Listed records:
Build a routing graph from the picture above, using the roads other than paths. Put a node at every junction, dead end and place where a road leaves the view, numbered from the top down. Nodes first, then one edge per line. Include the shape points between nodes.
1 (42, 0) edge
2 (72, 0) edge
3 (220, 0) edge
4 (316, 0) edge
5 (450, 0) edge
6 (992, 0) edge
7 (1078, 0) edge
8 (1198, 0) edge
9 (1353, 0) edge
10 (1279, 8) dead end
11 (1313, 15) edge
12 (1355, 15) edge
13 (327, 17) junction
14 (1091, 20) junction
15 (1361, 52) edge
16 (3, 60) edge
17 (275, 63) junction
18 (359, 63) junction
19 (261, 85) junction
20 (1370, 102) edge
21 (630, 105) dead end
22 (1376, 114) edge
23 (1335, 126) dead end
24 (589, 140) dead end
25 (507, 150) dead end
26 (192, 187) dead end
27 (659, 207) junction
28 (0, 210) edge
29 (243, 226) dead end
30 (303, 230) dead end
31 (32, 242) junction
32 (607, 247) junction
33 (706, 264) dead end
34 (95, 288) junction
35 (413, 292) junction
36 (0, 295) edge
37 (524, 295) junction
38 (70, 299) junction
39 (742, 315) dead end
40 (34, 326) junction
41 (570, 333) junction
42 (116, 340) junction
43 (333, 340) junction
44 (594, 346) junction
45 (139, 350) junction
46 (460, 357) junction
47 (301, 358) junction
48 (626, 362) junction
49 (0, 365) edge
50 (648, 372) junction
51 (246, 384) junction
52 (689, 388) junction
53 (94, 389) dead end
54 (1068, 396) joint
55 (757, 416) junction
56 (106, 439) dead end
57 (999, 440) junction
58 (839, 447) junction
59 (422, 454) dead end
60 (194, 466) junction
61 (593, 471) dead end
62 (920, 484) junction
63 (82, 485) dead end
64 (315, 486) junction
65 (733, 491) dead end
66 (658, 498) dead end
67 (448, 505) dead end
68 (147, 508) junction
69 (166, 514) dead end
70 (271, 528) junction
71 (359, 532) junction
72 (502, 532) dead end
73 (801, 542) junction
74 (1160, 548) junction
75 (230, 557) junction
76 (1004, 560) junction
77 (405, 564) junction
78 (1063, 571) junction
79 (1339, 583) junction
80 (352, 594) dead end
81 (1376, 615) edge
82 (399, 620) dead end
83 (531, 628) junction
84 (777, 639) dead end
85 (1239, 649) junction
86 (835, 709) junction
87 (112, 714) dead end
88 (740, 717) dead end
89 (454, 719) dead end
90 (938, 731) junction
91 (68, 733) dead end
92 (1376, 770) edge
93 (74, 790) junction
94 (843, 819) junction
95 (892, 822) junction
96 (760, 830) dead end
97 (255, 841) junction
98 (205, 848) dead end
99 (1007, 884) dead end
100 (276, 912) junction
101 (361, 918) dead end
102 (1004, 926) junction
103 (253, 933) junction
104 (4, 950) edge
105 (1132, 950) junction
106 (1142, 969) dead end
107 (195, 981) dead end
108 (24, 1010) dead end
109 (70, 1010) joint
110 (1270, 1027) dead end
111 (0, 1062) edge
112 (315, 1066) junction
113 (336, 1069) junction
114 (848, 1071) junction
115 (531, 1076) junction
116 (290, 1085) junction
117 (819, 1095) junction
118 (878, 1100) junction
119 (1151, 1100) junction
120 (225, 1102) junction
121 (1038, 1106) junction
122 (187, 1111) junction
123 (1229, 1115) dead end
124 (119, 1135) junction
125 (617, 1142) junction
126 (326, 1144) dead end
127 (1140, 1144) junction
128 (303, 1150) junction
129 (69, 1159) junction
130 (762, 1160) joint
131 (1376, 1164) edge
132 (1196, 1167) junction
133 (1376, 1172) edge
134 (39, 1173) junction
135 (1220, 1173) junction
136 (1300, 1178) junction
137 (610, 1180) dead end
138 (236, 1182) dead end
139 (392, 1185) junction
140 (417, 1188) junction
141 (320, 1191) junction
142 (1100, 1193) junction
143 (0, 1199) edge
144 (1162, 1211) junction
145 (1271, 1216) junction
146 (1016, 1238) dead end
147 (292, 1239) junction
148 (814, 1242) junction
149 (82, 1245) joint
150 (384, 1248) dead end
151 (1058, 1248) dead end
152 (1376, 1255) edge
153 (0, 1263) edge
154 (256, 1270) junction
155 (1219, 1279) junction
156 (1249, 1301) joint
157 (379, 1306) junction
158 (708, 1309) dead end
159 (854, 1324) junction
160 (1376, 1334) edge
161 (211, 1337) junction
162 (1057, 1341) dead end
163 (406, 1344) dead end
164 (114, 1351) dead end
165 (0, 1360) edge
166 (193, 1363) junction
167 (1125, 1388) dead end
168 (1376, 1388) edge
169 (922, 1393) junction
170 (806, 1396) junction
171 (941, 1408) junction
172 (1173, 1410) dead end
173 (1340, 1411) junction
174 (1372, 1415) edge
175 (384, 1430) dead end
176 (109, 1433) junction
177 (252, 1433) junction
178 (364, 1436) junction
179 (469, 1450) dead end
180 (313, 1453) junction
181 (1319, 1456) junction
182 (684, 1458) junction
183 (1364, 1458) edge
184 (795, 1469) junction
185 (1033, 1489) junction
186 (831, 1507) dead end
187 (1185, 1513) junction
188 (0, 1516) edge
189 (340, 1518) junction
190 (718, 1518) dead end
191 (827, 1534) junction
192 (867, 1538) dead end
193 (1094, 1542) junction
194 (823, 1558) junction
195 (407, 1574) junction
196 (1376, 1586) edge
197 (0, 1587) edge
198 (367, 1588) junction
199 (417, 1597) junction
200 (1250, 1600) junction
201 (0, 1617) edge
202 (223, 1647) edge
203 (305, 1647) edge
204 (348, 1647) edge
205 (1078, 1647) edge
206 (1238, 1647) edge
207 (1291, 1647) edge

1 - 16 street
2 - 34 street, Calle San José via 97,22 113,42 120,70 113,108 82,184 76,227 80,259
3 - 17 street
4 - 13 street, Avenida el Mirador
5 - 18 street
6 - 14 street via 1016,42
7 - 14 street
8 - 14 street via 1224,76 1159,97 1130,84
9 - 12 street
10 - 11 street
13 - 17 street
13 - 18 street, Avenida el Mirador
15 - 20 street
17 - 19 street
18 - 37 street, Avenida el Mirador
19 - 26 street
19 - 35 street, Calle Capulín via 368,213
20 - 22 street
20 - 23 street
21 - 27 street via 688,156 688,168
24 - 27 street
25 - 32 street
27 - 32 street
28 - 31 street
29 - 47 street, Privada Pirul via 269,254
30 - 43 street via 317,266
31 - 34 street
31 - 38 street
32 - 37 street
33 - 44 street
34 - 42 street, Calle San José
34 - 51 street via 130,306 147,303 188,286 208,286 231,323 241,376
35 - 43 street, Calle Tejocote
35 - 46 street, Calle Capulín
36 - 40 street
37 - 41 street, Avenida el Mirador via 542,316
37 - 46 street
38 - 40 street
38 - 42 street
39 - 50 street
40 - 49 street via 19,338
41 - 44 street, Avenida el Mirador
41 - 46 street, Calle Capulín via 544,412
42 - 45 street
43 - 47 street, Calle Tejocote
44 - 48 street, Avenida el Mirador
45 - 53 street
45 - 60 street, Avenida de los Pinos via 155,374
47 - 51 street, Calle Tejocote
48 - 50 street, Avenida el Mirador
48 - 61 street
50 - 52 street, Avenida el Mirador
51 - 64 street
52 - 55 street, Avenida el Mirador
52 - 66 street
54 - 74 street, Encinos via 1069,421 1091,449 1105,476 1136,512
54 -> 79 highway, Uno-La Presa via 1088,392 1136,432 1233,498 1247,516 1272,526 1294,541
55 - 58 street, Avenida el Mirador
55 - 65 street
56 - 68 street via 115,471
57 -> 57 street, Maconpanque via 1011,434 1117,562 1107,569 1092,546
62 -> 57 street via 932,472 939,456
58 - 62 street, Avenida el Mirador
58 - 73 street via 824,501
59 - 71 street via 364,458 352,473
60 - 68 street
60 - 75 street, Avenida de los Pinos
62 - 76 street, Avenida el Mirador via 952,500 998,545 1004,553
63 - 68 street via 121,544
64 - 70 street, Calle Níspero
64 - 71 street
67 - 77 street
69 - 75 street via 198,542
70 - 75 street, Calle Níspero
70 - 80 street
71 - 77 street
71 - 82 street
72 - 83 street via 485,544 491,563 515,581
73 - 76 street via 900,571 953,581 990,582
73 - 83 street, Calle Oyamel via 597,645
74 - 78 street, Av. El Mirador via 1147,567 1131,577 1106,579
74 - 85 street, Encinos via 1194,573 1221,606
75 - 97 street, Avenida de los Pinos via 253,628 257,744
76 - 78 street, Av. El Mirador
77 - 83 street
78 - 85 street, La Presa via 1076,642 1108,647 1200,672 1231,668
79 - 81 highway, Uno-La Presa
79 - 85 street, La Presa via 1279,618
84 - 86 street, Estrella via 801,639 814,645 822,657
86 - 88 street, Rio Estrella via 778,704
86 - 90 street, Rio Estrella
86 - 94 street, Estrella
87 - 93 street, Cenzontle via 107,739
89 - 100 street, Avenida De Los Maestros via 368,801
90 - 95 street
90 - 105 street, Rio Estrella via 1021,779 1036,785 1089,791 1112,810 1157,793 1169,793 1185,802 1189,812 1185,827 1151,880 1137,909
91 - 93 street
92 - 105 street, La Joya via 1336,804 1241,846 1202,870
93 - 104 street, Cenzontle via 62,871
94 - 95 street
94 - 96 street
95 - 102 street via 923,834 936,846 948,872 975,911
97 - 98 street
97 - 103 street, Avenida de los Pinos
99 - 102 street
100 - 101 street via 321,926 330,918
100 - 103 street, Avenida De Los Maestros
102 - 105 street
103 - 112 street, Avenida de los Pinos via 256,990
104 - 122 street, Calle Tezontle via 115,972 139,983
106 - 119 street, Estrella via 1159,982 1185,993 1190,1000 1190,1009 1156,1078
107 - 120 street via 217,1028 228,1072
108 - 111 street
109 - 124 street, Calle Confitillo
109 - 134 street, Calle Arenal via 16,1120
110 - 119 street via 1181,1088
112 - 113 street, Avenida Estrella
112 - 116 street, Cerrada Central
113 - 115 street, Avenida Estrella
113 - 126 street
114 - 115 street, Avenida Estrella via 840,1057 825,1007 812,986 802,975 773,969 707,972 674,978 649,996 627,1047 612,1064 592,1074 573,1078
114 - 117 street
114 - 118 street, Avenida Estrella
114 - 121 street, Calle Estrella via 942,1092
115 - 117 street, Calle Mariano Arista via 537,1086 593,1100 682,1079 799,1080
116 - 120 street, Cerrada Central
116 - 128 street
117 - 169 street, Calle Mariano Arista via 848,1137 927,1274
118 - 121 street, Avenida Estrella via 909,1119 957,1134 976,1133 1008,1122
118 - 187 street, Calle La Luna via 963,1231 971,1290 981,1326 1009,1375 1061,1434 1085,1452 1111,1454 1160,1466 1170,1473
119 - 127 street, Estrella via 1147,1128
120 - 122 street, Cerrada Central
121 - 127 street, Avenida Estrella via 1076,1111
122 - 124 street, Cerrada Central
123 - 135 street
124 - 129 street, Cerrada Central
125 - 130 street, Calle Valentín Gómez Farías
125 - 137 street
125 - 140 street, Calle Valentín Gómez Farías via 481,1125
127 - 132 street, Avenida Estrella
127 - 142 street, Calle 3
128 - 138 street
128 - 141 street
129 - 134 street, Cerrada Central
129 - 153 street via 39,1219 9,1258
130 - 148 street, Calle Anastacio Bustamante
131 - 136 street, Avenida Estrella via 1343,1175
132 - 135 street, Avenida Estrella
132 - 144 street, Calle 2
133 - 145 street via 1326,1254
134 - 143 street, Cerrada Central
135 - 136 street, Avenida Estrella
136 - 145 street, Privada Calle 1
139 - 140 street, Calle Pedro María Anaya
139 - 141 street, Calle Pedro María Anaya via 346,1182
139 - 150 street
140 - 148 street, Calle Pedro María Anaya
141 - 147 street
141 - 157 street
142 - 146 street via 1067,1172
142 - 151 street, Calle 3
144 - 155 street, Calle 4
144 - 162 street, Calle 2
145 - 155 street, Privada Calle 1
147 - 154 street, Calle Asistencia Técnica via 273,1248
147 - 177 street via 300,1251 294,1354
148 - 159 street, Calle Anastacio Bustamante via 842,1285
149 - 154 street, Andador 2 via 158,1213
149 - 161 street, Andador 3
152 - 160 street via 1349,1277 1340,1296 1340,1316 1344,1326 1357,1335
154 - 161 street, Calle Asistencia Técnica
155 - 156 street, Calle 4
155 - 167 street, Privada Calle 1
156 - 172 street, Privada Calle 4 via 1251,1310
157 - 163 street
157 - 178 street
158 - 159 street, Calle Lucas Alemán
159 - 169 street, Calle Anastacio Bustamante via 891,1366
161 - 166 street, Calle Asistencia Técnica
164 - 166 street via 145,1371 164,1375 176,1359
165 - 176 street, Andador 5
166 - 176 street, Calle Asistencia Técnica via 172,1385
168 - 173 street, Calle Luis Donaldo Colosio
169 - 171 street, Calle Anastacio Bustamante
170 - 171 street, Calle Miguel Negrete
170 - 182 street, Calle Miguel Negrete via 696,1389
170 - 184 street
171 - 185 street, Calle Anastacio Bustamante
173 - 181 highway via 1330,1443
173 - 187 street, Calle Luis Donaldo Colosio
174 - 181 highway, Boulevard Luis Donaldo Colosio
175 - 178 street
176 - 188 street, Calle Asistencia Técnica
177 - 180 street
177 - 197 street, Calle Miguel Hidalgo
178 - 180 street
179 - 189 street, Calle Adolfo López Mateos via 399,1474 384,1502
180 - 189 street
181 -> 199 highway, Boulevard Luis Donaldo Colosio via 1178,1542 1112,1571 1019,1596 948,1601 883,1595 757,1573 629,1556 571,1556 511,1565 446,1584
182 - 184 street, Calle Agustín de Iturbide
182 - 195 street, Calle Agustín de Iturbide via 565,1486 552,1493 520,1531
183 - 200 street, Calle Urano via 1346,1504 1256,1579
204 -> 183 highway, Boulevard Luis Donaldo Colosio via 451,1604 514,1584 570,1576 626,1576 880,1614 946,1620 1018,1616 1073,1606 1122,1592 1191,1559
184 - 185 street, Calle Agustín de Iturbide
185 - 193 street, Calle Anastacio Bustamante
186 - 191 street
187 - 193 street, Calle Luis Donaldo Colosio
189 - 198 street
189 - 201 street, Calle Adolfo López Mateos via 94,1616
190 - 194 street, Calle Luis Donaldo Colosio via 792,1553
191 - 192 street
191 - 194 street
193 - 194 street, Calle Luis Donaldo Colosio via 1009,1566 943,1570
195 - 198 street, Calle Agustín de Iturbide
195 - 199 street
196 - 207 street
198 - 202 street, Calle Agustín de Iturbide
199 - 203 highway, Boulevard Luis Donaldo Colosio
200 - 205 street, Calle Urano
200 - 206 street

Activity: In the listing above, how many lines hold the string "Anastacio"? Only the number is to be reported.

Reply: 6